- [Data to process]:

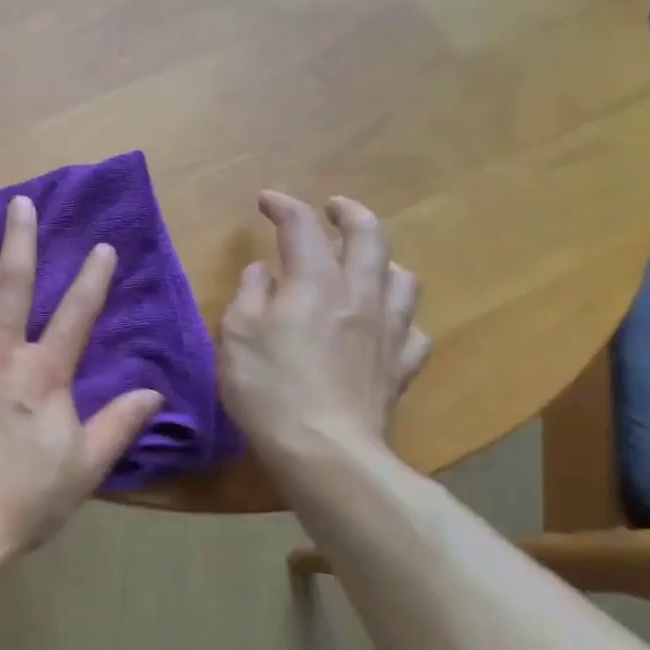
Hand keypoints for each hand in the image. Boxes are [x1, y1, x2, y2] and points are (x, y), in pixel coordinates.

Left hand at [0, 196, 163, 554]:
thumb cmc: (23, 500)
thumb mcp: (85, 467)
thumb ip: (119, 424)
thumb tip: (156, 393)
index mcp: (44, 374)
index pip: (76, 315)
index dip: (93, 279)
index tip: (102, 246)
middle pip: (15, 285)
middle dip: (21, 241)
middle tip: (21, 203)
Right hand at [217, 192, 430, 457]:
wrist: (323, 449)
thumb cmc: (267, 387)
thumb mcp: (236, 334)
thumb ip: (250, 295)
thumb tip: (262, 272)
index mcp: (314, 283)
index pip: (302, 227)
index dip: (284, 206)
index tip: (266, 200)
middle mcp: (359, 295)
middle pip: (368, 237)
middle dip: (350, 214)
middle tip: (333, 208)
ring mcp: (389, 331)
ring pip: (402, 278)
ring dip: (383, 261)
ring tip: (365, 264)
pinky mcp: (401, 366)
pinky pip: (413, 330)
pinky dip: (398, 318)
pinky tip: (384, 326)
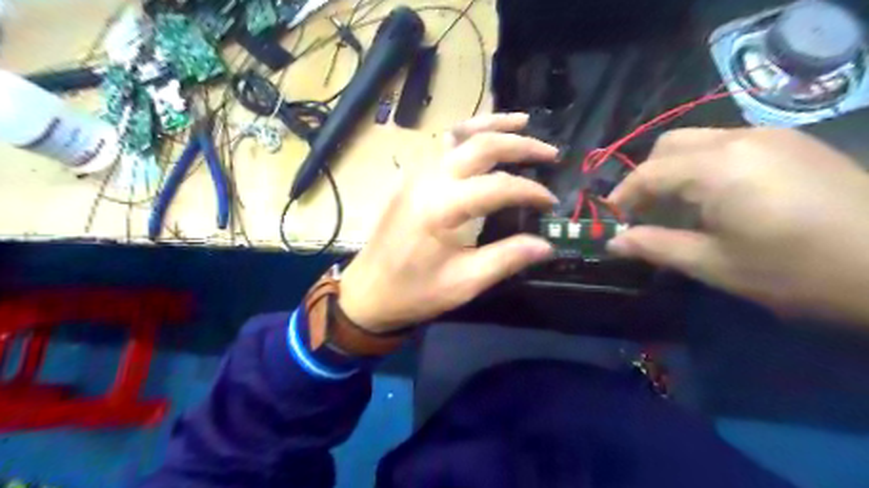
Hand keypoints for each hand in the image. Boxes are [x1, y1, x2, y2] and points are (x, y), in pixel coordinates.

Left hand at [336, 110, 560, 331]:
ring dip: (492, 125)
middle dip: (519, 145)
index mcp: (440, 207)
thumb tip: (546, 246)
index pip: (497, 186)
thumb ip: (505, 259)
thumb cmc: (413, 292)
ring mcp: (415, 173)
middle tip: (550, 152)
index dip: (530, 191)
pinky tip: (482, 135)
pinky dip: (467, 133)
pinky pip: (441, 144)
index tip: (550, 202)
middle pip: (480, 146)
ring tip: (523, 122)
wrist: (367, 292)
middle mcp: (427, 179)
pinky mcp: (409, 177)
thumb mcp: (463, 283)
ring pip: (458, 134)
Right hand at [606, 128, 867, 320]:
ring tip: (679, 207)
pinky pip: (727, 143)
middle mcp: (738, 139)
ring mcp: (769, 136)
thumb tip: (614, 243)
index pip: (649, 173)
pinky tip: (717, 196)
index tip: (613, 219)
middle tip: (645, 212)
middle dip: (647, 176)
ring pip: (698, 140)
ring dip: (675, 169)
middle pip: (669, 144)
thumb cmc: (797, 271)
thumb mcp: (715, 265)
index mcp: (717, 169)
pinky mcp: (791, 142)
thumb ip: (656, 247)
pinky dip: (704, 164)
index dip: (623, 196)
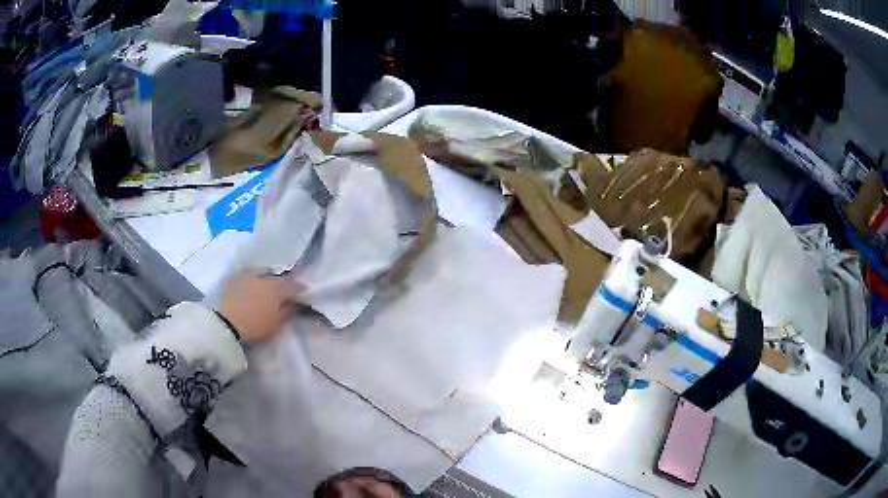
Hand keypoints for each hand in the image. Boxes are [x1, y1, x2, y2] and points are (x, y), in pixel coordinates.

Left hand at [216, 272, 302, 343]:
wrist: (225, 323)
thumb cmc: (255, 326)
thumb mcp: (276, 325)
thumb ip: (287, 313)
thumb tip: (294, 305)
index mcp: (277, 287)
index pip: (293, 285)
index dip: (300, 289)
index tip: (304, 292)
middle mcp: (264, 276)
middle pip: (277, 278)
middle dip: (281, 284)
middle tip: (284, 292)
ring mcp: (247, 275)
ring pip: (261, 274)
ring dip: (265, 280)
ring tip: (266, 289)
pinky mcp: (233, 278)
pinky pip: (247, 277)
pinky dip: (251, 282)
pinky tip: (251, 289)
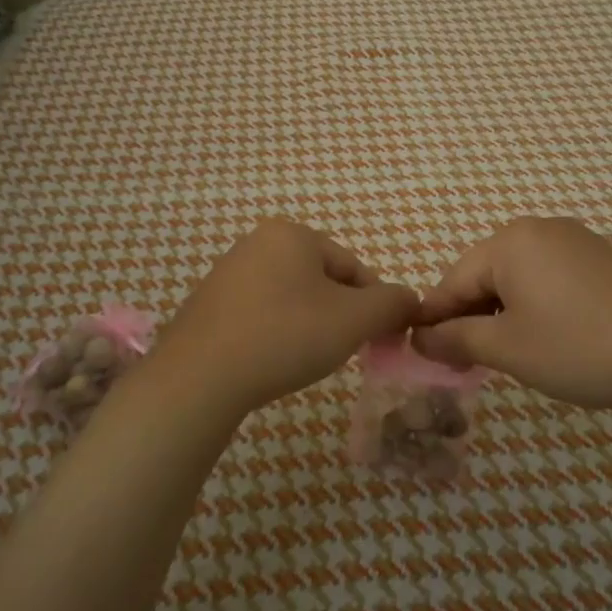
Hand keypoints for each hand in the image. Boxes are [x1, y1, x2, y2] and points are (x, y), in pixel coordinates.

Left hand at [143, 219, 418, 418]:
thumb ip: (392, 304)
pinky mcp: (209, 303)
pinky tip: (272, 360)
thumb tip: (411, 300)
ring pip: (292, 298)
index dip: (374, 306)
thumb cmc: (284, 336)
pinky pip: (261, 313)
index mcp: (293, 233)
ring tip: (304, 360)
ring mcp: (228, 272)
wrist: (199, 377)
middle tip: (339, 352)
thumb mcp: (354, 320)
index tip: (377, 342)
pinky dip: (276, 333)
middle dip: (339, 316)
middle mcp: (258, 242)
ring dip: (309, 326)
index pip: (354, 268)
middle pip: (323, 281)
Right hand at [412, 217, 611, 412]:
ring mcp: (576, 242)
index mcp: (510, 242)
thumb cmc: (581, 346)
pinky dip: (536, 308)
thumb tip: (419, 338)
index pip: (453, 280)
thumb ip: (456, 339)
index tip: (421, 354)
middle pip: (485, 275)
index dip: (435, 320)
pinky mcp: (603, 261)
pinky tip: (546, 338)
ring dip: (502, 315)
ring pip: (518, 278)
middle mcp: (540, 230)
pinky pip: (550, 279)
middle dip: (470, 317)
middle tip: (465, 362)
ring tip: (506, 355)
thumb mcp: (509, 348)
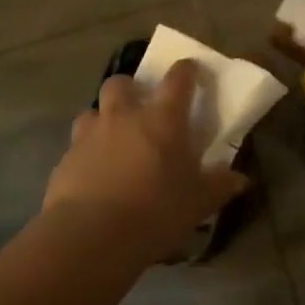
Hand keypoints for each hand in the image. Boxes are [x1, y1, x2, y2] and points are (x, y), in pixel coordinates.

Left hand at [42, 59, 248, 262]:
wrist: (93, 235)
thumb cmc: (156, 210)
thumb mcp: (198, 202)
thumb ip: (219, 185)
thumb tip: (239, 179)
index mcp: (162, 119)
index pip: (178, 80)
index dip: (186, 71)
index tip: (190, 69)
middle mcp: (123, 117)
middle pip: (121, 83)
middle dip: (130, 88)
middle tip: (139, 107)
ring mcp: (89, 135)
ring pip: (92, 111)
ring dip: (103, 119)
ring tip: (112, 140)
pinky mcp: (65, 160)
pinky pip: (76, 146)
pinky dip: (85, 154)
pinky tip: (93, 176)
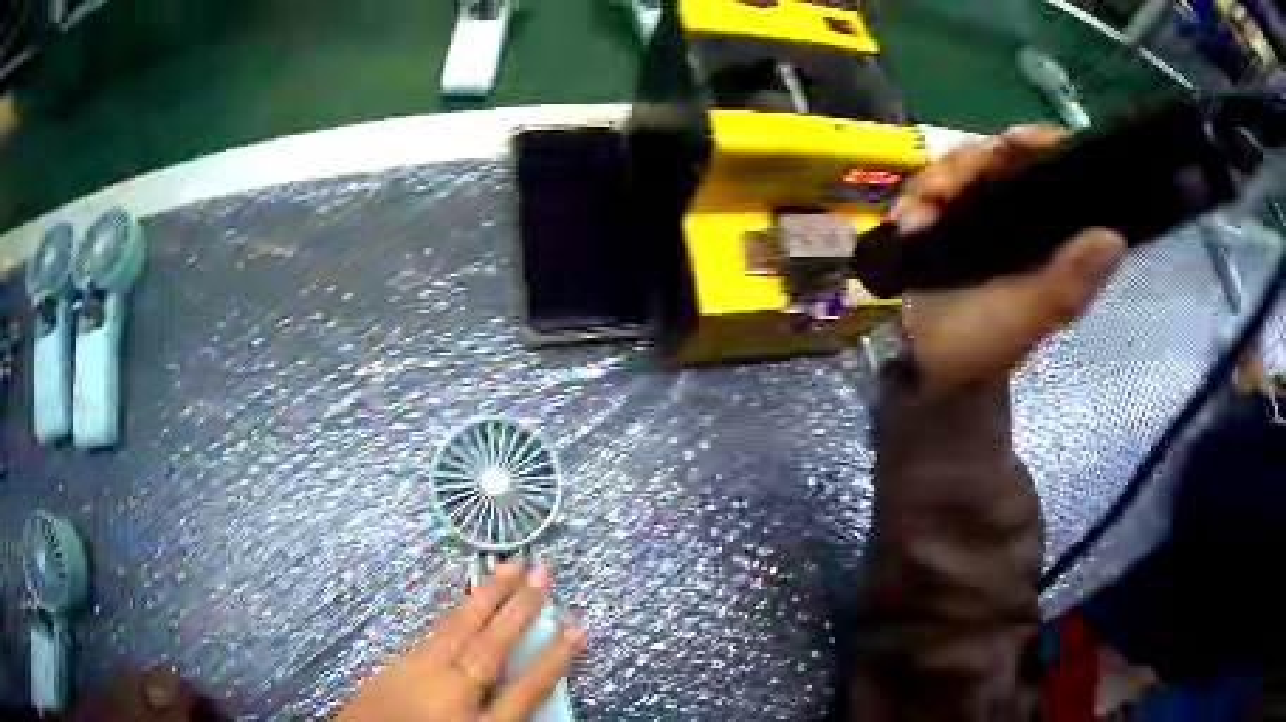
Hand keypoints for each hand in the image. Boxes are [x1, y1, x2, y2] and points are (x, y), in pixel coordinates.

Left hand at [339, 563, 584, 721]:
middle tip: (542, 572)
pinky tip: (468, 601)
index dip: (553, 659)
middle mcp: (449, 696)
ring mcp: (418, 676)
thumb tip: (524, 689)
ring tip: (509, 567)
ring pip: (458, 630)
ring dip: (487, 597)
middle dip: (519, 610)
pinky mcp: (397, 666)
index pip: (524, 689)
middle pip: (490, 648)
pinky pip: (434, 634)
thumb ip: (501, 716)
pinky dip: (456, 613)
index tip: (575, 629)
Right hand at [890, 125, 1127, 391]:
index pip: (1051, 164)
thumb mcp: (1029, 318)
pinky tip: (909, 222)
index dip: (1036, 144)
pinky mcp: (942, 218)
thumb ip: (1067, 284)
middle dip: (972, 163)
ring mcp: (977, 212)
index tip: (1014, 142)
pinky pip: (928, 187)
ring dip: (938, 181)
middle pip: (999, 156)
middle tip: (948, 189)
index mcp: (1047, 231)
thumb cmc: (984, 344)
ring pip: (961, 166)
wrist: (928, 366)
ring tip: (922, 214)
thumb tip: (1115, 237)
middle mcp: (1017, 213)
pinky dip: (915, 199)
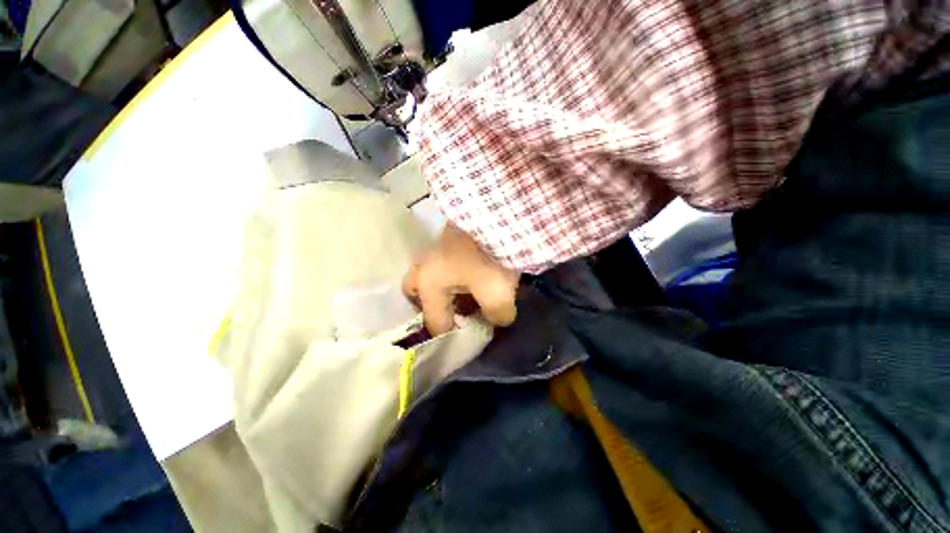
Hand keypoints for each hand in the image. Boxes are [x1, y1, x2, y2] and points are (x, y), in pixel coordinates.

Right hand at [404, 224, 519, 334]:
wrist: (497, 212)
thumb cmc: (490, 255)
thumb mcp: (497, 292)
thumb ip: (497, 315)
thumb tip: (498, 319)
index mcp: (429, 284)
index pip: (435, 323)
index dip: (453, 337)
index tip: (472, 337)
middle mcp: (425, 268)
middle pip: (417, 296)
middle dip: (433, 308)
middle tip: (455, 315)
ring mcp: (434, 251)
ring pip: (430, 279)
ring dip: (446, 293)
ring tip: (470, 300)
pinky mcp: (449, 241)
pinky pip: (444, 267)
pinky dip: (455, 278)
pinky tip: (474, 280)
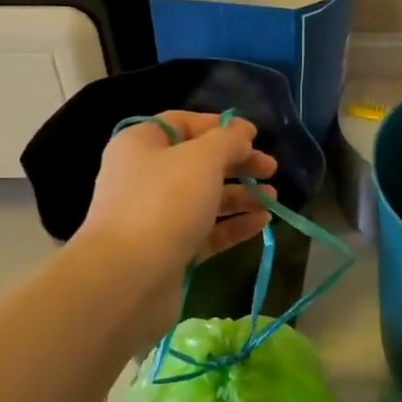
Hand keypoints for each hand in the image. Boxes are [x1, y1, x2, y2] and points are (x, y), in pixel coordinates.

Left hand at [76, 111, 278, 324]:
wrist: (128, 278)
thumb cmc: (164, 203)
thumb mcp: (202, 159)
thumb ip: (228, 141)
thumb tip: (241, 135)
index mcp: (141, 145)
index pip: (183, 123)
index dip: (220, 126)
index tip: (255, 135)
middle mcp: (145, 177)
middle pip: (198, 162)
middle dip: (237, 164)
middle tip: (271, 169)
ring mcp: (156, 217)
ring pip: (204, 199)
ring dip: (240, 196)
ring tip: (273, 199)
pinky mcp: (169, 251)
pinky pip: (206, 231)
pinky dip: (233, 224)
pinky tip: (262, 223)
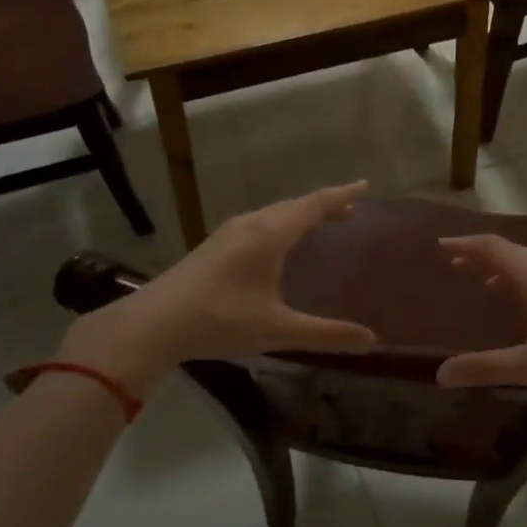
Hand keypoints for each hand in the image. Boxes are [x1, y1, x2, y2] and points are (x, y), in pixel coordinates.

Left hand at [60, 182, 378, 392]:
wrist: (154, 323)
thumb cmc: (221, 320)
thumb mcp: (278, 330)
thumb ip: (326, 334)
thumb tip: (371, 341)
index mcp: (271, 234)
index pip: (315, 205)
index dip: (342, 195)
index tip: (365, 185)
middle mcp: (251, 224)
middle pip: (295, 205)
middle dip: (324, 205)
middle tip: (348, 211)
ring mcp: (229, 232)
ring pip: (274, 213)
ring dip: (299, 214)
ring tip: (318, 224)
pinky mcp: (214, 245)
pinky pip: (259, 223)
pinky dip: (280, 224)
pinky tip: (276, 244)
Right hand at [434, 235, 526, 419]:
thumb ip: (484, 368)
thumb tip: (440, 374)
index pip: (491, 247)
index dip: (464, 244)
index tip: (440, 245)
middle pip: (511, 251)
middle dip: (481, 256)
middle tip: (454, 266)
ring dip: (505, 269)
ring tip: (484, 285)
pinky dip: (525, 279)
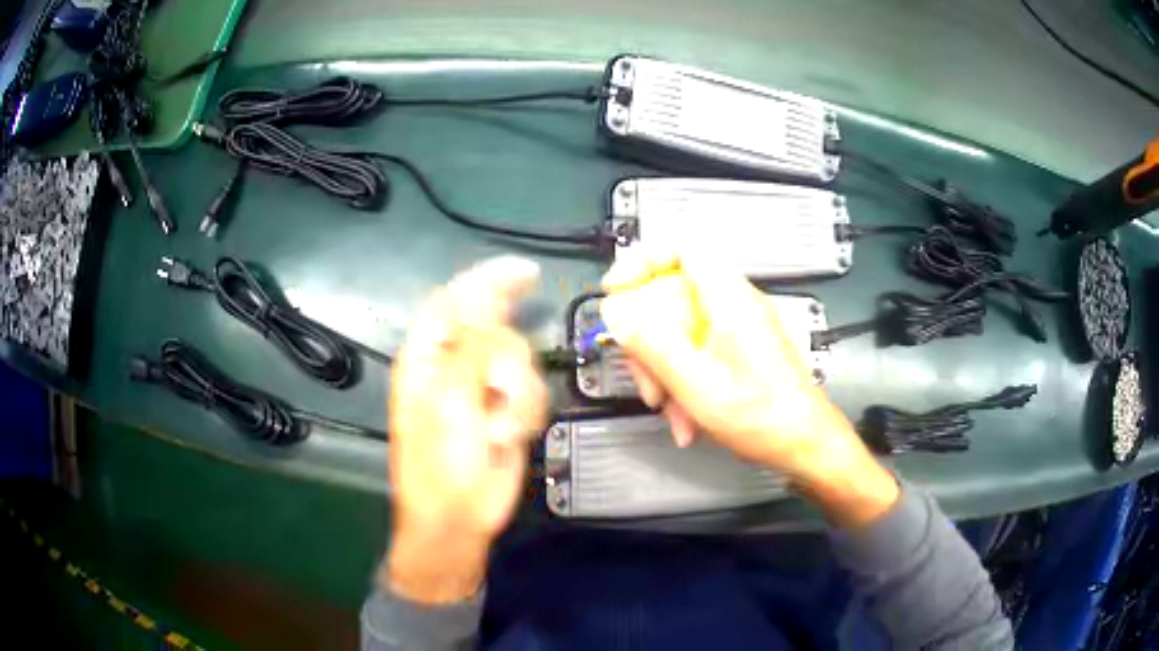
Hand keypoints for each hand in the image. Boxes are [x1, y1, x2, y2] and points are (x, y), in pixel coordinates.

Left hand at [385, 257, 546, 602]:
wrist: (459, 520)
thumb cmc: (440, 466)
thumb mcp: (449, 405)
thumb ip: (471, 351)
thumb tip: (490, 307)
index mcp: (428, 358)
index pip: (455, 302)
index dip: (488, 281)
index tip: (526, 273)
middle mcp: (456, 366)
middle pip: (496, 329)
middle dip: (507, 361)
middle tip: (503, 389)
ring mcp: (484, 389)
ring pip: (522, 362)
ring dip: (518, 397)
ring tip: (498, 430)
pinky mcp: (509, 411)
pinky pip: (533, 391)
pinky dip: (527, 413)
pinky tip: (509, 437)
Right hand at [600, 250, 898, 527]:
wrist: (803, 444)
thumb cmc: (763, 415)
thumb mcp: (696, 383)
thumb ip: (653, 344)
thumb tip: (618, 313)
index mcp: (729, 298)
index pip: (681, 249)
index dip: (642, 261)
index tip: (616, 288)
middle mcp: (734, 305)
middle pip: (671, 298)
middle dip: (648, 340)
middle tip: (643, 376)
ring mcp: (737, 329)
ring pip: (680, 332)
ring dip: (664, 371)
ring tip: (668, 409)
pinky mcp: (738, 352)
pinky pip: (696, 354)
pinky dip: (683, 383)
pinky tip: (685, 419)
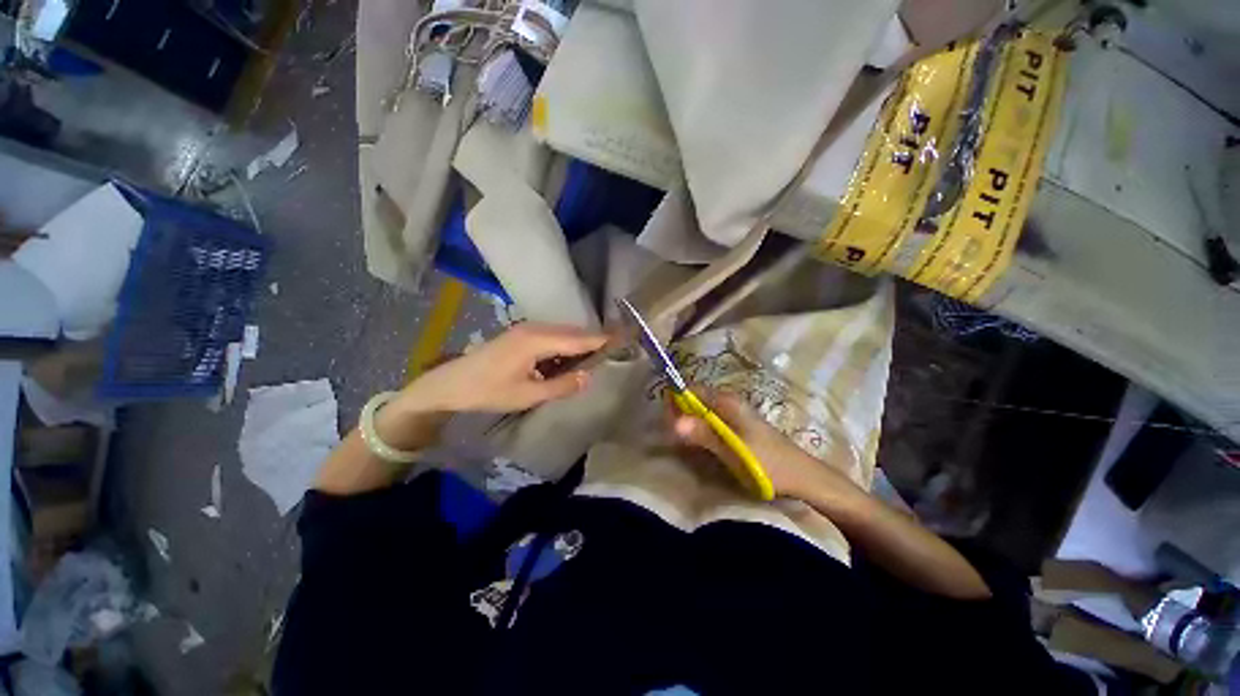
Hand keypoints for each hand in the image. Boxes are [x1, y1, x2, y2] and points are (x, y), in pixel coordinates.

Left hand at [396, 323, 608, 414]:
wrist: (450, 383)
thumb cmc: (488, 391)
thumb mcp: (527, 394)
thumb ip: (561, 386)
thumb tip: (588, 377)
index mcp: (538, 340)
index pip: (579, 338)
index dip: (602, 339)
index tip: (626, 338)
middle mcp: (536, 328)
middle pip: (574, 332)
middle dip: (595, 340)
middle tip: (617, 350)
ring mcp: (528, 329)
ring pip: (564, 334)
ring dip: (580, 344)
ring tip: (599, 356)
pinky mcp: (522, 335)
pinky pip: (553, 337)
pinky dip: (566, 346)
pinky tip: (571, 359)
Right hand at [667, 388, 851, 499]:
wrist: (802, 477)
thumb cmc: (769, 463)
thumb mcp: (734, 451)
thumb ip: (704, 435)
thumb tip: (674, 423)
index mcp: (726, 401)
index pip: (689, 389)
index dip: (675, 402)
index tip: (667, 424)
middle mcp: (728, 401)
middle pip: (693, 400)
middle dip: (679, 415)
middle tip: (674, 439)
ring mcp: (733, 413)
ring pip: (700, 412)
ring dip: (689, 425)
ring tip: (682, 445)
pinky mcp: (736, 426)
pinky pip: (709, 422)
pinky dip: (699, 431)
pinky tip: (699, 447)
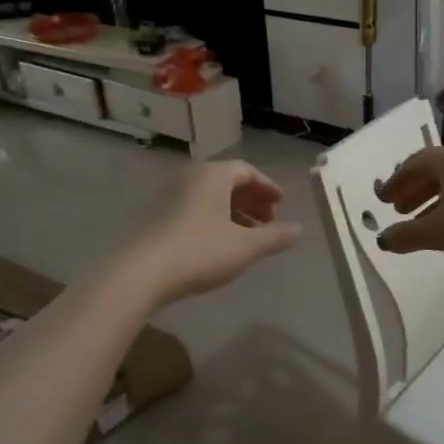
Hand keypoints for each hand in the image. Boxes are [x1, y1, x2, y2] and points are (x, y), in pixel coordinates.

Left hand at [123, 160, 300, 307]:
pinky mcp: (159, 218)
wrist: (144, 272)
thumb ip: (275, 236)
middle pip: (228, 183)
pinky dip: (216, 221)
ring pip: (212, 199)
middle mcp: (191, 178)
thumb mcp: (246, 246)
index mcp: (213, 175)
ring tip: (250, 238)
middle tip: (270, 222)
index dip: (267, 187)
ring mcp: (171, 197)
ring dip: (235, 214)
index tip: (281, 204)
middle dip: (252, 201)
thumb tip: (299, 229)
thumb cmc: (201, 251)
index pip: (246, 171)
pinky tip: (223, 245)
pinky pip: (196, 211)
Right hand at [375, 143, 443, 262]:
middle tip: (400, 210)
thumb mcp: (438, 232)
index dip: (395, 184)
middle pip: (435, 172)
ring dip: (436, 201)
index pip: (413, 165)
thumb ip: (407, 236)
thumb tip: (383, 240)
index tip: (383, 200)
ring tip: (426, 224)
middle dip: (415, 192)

- [Assigned task]:
Everything above from the line containing "index dip: (284, 206)" down to the line containing "pinky pip: (727, 143)" is to be duplicated exactly, both lines included, and the pictures are to be omitted.

- [Response area]:
index dip: (284, 206)
index tip: (266, 200)
middle mcp: (359, 295)
middle pip: (368, 237)
middle dip: (350, 214)
middle tip: (333, 208)
ring mcp: (389, 331)
ring pip: (402, 278)
ring dip: (383, 261)
ring tip: (365, 264)
pinky mcp: (401, 366)
pinky pip: (413, 330)
pinky dip: (398, 318)
pinky tip: (384, 326)
Hand keypoints for each hand in the image. Boxes are [x1, y1, x2, y2] and points are (x, y), in pixel coordinates.

Left hand at [336, 110, 560, 331]:
ring dip: (492, 125)
middle dip: (519, 145)
index mcp: (440, 207)
thumb tip: (546, 246)
index pip: (497, 186)
thumb ip: (505, 259)
thumb cmc: (413, 292)
ring mcp: (415, 173)
middle tip: (550, 152)
index dip: (530, 191)
pinky tip: (482, 135)
pinky dip: (467, 133)
pinky pip: (441, 144)
index tip: (550, 202)
middle pip: (480, 146)
ring tip: (523, 122)
wrist: (367, 292)
middle mcp: (427, 179)
pinky mcp: (409, 177)
thumb mcp: (463, 283)
ring pip: (458, 134)
Right hand at [606, 128, 867, 320]:
ring tip: (679, 207)
pinky pip: (727, 143)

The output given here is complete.